Di sekolah, kami mengikuti berbagai macam try out dan bimbingan dengan intense. Aku pun mengikuti dengan serius. Aku sudah tidak peduli dengan teman-temanku. Bagiku, ini adalah kompetisiku secara personal dengan soal ujian yang nantinya akan kuhadapi.

Setelah mengikuti ujian tulis dan ujian praktek sekolah, beserta serangkaian remedinya karena nilaiku jelek, akhirnya kami harus menghadapi ujian nasional. Berbeda dengan saat SMP dulu, kali ini aku tidak punya kunci jawaban yang bisa kucontek. Aku pun tidak lagi anak paling pintar di kelas. Aku bahkan tidak yakin bisa lulus sekolah, perasaan yang ternyata dialami banyak sekali siswa SMA pada masa itu, sebelum Unas dihapuskan.

Setelah mengerjakan ujian, aku pun berpasrah. Di tengah keputusasaanku, tiba-tiba muncul keajaiban. Saat pengumuman jalur Undangan, ternyata aku lolos pilihan pertama. Tanpa ujian, aku pun diterima di Fakultas Kedokteran Universitas Airlangga. Aku sangat senang dan lega waktu itu. Aku merasa doaku terjawab. Aku pun mengambilnya karena tidak pede untuk mengikuti ujian tulis.

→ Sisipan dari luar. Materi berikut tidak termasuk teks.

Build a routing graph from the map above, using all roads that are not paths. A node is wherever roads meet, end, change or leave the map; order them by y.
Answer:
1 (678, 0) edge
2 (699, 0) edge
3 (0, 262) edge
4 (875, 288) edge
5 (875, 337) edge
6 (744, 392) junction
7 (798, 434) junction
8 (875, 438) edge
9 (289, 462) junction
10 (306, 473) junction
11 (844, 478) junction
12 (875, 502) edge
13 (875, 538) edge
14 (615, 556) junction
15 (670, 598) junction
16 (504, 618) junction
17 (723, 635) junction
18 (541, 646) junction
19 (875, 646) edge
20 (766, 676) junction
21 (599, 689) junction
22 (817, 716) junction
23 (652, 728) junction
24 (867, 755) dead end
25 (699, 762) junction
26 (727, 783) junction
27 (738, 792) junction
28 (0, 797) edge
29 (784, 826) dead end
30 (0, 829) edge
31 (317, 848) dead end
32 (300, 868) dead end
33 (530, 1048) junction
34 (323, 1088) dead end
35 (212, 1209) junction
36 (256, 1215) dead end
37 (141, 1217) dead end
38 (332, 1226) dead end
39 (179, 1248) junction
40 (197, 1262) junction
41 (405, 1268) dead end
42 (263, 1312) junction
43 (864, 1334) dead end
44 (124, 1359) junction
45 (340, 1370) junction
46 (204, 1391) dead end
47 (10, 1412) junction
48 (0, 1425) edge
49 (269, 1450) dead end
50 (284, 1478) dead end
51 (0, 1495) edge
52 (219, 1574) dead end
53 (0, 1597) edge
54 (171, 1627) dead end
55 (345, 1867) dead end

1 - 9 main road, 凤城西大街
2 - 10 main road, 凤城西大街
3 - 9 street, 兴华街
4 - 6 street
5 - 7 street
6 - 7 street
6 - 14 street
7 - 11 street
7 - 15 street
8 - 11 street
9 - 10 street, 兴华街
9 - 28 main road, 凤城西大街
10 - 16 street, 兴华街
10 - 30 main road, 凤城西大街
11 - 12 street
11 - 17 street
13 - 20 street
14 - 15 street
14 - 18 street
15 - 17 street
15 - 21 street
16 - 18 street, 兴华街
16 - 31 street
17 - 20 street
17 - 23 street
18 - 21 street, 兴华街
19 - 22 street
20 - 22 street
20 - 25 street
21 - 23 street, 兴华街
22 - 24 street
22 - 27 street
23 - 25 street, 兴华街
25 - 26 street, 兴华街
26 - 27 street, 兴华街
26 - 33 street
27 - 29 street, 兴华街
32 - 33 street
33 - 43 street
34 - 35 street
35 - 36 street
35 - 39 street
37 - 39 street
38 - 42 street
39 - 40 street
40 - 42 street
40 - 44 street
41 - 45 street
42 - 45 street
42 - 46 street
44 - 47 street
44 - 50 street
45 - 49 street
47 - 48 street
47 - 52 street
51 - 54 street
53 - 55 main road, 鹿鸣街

Aku juga lulus ujian nasional. Walaupun aku tidak jago Fisika dan Kimia, ternyata nilai keduanya cukup baik. Bahkan nilai Bahasa Inggris dan Indonesiaku tidak sebagus itu, padahal aku lebih percaya diri dengan kedua pelajaran tersebut. Semua ini karena aku mempelajari banyak sekali soal Kimia dan Fisika dan mulai mempelajari polanya. Aku sangat bersyukur waktu itu. Aku tidak menyangka ternyata aku bisa lulus juga.

Beberapa bulan kemudian, sekolahku mengadakan acara malam perpisahan untuk anak kelas 3. Walaupun aku junior mereka, aku bisa ikut lulus dengan mereka. Pada acara tersebut, aku menjadi bagian dari panitia Bidang Konsumsi.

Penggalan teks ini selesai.